I have one user who receives an AADSTS50011 error: The reply URL specified in the request does not match the reply URLs configured for the application : 'myappid'.
The use receives this error on their devices, but not when logging in from different devices, which leads me to believe there is something cached that's causing the problem but I've had the user clear their history and cached data, neither has worked. I've had them try private browsing, multiple browsers, all not working. What did work was having the user enter "Guest" mode in Chrome.
It appears that the user has previously signed into another organization's AD system from those devices, and I'm wondering if those cached credentials are causing the problem. Has anyone encountered this before?

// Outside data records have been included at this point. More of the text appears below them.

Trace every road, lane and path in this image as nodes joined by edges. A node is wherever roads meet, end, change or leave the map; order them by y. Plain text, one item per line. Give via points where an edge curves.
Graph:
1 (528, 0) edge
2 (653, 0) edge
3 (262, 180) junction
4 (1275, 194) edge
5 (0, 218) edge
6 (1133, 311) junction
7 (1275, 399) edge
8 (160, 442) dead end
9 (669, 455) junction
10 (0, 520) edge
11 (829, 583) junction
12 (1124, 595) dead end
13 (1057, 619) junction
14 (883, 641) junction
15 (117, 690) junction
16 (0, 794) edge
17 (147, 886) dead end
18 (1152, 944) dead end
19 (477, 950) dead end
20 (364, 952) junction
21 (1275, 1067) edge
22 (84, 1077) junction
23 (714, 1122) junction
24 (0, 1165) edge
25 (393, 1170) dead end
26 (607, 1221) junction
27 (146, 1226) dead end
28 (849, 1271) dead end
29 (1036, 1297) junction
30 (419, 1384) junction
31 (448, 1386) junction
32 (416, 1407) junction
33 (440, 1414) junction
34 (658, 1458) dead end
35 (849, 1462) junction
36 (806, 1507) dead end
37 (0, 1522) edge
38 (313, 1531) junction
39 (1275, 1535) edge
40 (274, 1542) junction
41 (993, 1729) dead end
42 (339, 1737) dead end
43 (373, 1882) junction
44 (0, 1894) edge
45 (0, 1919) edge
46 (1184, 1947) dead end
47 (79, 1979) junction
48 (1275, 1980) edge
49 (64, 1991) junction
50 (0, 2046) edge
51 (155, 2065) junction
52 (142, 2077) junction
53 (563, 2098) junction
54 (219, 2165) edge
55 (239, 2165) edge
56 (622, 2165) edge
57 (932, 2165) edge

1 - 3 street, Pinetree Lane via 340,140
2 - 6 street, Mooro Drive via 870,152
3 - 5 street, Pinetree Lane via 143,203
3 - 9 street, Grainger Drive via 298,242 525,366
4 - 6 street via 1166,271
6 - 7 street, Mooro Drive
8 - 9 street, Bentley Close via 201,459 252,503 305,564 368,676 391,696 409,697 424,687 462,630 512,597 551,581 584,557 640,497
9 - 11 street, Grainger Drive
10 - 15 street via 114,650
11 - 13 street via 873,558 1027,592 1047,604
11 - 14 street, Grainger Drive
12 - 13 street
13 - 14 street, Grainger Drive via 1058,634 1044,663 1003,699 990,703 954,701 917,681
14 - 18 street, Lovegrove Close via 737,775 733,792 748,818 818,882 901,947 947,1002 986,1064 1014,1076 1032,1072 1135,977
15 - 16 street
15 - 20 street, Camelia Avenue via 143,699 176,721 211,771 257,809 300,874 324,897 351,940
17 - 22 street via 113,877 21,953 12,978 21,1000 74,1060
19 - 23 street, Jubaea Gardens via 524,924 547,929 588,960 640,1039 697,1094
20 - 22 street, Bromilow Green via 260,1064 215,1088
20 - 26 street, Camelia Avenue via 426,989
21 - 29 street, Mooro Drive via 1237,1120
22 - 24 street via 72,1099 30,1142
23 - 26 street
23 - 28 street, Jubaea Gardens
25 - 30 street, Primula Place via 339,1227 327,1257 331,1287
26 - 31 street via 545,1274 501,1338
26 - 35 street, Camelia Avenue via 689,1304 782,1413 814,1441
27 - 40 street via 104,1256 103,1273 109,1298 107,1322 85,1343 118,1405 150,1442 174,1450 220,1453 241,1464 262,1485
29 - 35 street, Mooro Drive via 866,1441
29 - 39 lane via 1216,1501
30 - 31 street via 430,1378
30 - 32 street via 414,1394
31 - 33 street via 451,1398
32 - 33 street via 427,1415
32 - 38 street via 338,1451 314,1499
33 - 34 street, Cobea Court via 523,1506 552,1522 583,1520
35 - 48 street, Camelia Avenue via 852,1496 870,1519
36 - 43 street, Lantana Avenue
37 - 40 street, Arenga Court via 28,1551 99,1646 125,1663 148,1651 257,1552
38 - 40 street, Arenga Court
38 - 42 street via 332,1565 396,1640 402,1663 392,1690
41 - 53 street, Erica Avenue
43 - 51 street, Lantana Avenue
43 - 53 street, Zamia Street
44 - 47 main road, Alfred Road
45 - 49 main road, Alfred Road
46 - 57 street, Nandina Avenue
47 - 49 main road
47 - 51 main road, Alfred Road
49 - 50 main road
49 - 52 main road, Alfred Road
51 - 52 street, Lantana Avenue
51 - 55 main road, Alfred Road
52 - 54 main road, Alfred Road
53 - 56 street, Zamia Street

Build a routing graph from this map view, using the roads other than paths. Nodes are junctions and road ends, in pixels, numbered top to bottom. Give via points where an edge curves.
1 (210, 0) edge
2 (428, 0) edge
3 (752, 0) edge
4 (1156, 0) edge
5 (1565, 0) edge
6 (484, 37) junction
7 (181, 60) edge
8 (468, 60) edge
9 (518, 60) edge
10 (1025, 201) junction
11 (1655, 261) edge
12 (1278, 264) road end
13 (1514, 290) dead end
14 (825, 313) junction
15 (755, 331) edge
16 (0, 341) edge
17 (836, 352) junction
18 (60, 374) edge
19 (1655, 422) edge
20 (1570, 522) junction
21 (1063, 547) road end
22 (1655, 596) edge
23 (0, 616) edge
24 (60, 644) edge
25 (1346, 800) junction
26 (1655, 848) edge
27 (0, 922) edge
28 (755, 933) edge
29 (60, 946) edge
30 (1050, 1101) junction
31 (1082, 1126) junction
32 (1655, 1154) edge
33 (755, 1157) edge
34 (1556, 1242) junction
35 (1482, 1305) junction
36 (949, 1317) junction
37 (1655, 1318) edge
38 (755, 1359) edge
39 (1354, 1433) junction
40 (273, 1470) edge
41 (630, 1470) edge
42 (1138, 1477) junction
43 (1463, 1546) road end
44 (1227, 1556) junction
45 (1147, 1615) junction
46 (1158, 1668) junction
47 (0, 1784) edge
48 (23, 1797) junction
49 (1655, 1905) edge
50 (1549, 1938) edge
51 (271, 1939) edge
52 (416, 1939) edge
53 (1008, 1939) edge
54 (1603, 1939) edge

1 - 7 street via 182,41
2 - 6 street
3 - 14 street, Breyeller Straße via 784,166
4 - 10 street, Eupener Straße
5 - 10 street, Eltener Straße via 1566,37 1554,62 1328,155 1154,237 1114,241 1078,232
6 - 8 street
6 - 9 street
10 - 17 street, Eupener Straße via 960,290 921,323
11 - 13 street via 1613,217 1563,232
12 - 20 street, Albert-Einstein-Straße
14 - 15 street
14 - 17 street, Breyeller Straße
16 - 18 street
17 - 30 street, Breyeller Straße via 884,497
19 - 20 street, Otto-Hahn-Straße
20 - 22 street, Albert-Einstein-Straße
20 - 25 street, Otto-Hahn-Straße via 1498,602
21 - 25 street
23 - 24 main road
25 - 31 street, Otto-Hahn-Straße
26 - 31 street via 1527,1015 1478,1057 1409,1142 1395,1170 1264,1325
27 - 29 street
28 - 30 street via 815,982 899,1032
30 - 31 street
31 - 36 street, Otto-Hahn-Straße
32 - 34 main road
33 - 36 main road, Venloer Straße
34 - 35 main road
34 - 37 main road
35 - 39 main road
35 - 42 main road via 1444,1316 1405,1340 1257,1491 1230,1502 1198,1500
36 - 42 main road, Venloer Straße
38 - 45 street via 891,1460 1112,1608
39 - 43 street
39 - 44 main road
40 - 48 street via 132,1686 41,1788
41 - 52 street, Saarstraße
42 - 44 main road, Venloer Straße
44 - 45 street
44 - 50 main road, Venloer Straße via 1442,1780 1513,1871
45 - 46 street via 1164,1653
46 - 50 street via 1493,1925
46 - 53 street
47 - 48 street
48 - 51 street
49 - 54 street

The Blazor App uses .NET Core 3.1 and the Azure AD Nuget Package Microsoft.AspNetCore.Authentication.AzureAD.UI version 3.1.9 and was created from this tutorial: https://learn.microsoft.com/en-us/azure/active-directory/develop/tutorial-blazor-server
Some data from one of the failed requests:
Request ID
7ff66145-120b-4a70-a580-8f66905f0d00
Correlation ID
ca0440c0-50f3-4bc2-8e60-1c4571e68ccd
Authentication requirement
Single-factor authentication
Status
Failure
Sign-in error code
50011
Failure reason
The reply URL specified in the request does not match the reply URLs configured for the application: '{identifier}'. {detail}
Application ID
84e75cf0-4f4d-4b0a-821d-b9acfd17313d